After the game, GM gave the pitcher a $53,000 Corvette, an act that The New York Times’ Nick Bunkley called in to question on the grounds that the U.S. Government currently holds 61 percent of GM stock. “A free sports car for a Detroit Tigers baseball player was not among the reasons the government saved General Motors from financial collapse.”
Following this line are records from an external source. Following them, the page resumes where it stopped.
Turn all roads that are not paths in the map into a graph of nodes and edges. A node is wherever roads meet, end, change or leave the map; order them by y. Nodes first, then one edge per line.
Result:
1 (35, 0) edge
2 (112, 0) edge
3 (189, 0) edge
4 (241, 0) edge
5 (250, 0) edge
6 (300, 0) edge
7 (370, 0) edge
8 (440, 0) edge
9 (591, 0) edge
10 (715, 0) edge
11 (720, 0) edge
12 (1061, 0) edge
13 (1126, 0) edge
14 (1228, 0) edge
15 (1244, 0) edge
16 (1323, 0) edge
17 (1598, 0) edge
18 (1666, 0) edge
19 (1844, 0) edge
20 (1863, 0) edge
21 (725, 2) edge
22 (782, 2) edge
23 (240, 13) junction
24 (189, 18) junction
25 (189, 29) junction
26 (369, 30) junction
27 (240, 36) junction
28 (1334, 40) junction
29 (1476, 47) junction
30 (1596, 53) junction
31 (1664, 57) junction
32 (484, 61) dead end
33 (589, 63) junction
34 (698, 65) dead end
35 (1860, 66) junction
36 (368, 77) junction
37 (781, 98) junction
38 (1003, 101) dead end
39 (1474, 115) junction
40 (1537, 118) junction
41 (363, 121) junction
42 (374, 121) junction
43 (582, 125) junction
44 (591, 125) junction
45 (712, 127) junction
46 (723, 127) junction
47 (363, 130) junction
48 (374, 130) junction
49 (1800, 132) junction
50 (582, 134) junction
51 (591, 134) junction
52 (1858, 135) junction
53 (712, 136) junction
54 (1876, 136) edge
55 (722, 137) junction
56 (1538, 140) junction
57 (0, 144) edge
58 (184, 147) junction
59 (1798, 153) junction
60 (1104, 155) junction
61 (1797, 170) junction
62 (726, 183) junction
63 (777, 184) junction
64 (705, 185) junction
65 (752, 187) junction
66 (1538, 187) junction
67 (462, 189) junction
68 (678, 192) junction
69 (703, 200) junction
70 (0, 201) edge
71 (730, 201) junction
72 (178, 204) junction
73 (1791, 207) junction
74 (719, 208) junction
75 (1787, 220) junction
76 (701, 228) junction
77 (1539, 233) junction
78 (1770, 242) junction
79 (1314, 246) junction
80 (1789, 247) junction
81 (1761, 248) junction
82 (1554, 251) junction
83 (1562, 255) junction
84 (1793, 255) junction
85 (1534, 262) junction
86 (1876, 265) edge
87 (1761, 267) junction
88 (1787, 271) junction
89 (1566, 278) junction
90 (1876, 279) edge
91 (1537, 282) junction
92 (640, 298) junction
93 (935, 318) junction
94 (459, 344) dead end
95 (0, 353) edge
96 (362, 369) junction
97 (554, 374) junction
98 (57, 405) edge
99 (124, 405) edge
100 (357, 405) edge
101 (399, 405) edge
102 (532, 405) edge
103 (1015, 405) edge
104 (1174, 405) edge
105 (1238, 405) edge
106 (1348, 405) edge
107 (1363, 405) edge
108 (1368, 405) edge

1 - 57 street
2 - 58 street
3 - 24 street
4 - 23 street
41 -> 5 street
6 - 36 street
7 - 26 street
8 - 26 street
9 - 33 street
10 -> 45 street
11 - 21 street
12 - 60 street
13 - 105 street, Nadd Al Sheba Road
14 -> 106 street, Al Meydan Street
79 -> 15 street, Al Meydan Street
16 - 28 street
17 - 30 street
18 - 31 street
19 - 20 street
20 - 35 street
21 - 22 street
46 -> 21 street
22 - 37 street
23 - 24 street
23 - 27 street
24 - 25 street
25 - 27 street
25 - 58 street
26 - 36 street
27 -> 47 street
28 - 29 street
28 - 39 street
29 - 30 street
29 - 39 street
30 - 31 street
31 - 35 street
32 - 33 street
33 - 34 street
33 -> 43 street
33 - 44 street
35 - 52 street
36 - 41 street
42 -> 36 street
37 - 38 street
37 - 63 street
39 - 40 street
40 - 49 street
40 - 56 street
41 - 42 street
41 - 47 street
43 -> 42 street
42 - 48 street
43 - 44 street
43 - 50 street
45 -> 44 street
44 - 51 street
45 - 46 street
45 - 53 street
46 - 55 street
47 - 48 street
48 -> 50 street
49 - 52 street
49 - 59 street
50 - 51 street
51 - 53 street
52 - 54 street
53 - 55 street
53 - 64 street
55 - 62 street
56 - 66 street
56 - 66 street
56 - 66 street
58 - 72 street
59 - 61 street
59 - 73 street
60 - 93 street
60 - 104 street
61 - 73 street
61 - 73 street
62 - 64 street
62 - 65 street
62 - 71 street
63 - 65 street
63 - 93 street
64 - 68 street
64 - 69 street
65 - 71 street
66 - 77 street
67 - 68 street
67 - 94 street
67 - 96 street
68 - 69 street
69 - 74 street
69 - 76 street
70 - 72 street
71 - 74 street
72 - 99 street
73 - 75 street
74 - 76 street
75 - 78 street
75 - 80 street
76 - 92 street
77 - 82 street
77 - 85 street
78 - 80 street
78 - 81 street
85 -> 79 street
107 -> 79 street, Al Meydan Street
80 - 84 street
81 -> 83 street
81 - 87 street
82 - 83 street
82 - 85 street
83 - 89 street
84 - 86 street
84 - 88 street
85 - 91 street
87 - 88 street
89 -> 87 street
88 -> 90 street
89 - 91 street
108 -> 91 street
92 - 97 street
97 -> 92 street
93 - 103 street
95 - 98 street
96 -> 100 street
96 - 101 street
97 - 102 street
More than a week has passed and research firm Joyce Julius & Associates in Ann Arbor, Mich., said GM’s gift was cited in 714 TV programs, publicity worth about $1 million. It was also covered in 151,000 publications and Web entries, including Drive On, worth another $7.9 million. Crain’s says GM didn’t commission or pay for the report. Wonder what Nick Buntley thinks of that? For the cost of a couple of full-page ads in glossy magazines, GM netted an estimated $9 million worth of publicity. Sounds like a pretty good deal to us.